Time course of the effect of i.t. injection of a generic AS to Ca_V3 subunits on mechanical and thermal nociception in healthy and mononeuropathic rats (CCI model). (A, B) Three groups (n=5–7) of animals were injected (i.t.) twice daily during 4 days with 10 μl containing either 12.5 μg of AS-Ca_V3-com (filled circles), 12.5 μg of the mismatch ODN (open circles), or the saline vehicle alone (open triangles). The rats were tested for nociceptive responses to a noxious pressure (A, paw pressure test) and to noxious thermal stimulus (B, tail immersion test). The response scale was measured in grams applied to the paw for the pressure test (vocalization thresholds) and in seconds for the latency of tail withdrawal from the water bath. Note that in both tests, the AS injection produced a 4-day significant antinociceptive effect. (C, D) For mononeuropathic rats, similarly, three groups of 5–7 animals were treated with AS-Ca_V3-com (filled circles), the mismatch ODN (open circles), and the saline vehicle (open triangles). Evoked mechanical (C) and thermal (D) hyperalgesia was scored using the paw pressure and the paw immersion tests. Thresholds were measured before (day −7) and after (day 0) the induction of neuropathy, then daily (days 4–12) after the end of the AS injection protocol. Note that the anti-hyperalgesic effect of AS-Ca_V3-com was prolonged in mononeuropathic animals compared to healthy rats. Each point represents the mean±s.e.m. from 5–7 animals per treatment group. Statistical differences between measures P<0.05 (^*: AS-Ca_V3-com versus saline; •: AS-Ca_V3-com versus mismatch) were calculated by ANOVA followed by a protected least significant difference (PLSD) Fischer t-test.

Figure 4

Selective effects of a specific AS to Ca_V3.2 on mechanical nociception. (A) Five groups of animals (n=6) were injected (i.t.) twice daily during 4 days with 10 μl containing either 12.5 μg of AS-Ca_V3.1 (filled circles), 12.5 μg of AS-Ca_V3.2 (filled down-triangles), 12.5 μg of AS-Ca_V3.3 (filled up-triangles), 12.5 μg of the mismatch ODN (open circles), or the saline vehicle alone (open up-triangles). The rats were tested for nociceptive responses to pressure (paw pressure test). The response scale was measured in grams applied to the paw (vocalization thresholds). Note that only the AS-Ca_V3.2 AS injection produced a significant antinociceptive effect. (B) For mononeuropathic animals, three groups of seven animals were treated either with AS-Ca_V3.2 (filled down-triangles), the mismatch ODN (open circles), or the saline vehicle alone (open up-triangles).

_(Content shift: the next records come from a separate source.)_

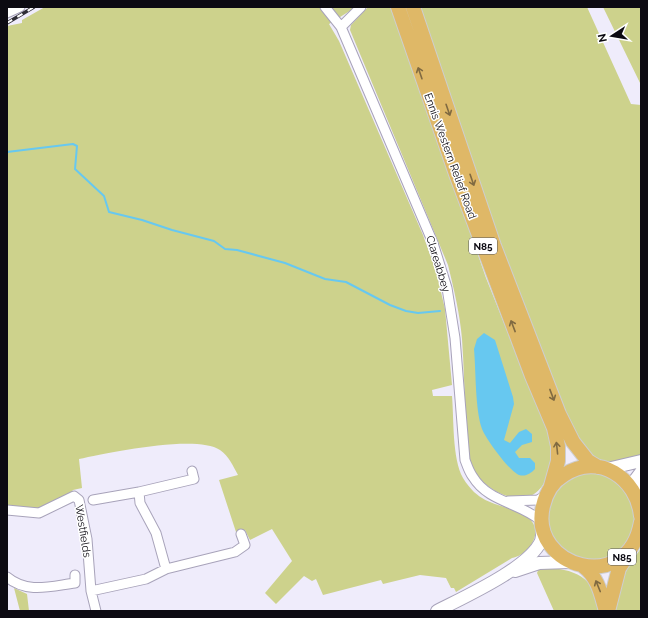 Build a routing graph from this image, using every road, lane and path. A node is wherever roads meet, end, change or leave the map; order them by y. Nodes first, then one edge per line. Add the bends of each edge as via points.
1 (20, 7) edge
2 (325, 7) edge
3 (361, 7) edge
4 (398, 7) edge
5 (413, 7) edge
6 (7, 13) edge
7 (341, 28) junction
8 (641, 461) edge
9 (602, 468) junction
10 (192, 471) dead end
11 (641, 472) edge
12 (548, 491) junction
13 (139, 492) junction
14 (636, 493) junction
15 (93, 500) dead end
16 (503, 501) junction
17 (7, 510) edge
18 (641, 516) edge
19 (641, 522) edge
20 (542, 525) junction
21 (241, 534) dead end
22 (631, 548) junction
23 (576, 564) junction
24 (166, 569) junction
25 (75, 575) dead end
26 (504, 575) junction
27 (7, 577) edge
28 (91, 591) junction
29 (96, 611) edge
30 (437, 611) edge
31 (607, 611) edge

1 - 6 street
2 - 7 street, Clareabbey
3 - 7 street
12 -> 4 main road, Ennis Western Relief Road / N85 via 558,462 554,428 456,174
5 -> 9 main road, Ennis Western Relief Road / N85 via 494,246 556,407 573,442 588,461
7 - 16 street, Clareabbey via 433,243 447,288 455,338 465,460 479,486
8 - 9 main road
9 - 12 main road via 581,467 571,470
9 - 14 main road, N85 via 621,478
10 - 13 street, Westfields via 194,479
11 - 14 main road via 635,480
12 - 16 street, Clareabbey via 538,500
12 - 20 main road, N85
13 - 15 street, Westfields
13 - 24 street via 140,503 156,533
14 - 18 main road
16 - 20 street, Clareabbey via 533,514
17 - 28 street, Westfields via 39,513 74,496 79,500 87,539
19 - 22 main road, N85 via 637,539
20 - 23 main road, N85 via 550,544
20 - 26 main road via 541,541 532,554
21 - 24 street via 245,546 234,552
22 - 23 main road, N85 via 623,556 603,566
22 - 31 main road, N85 via 619,568
23 - 26 main road via 539,563
31 -> 23 main road, N85 via 596,580 589,571
24 - 28 street via 146,579
25 - 27 street via 75,583 36,588 16,585
26 - 30 main road
28 - 29 street, Westfields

Evoked mechanical hyperalgesia was scored as in panel A. Vocalization thresholds were measured before (day −7) and after (day 0) the induction of neuropathy, and then daily (days 4–12) after the end of the AS injection protocol. Each point represents the mean±s.e.m. from 6–7 animals per treatment group. Statistical differences between measures P<0.05 (^*: AS-Ca_V3.2 versus saline; ○: AS-Ca_V3.2 versus mismatch) were calculated by ANOVA followed by a PLSD Fischer t-test.

Figure 5

Effects of AS-Ca_V3.2 on tactile allodynia in mononeuropathic rats. Three groups of seven animals were injected (i.t.) twice daily during 4 days with 10 μl containing either 12.5 μg of AS-Ca_V3.2 (filled bars), 12.5 μg of the mismatch ODN (hatched bars), or the saline vehicle (open bars). Paw withdrawal thresholds were scored using the electronic von Frey Hair test. Thresholds were measured before injury (baseline values: BL) 14 days after the induction of neuropathy, before starting the injections (0), and then daily (days 4–8) after the end of the AS injection protocol. Each point represents the mean±s.e.m. from seven animals per treatment group. Statistical differences between measures P<0.05 (^*: AS-Ca_V3.2 versus saline; o: AS-Ca_V3.2 versus mismatch) were calculated by ANOVA followed by a PLSD Fischer t-test.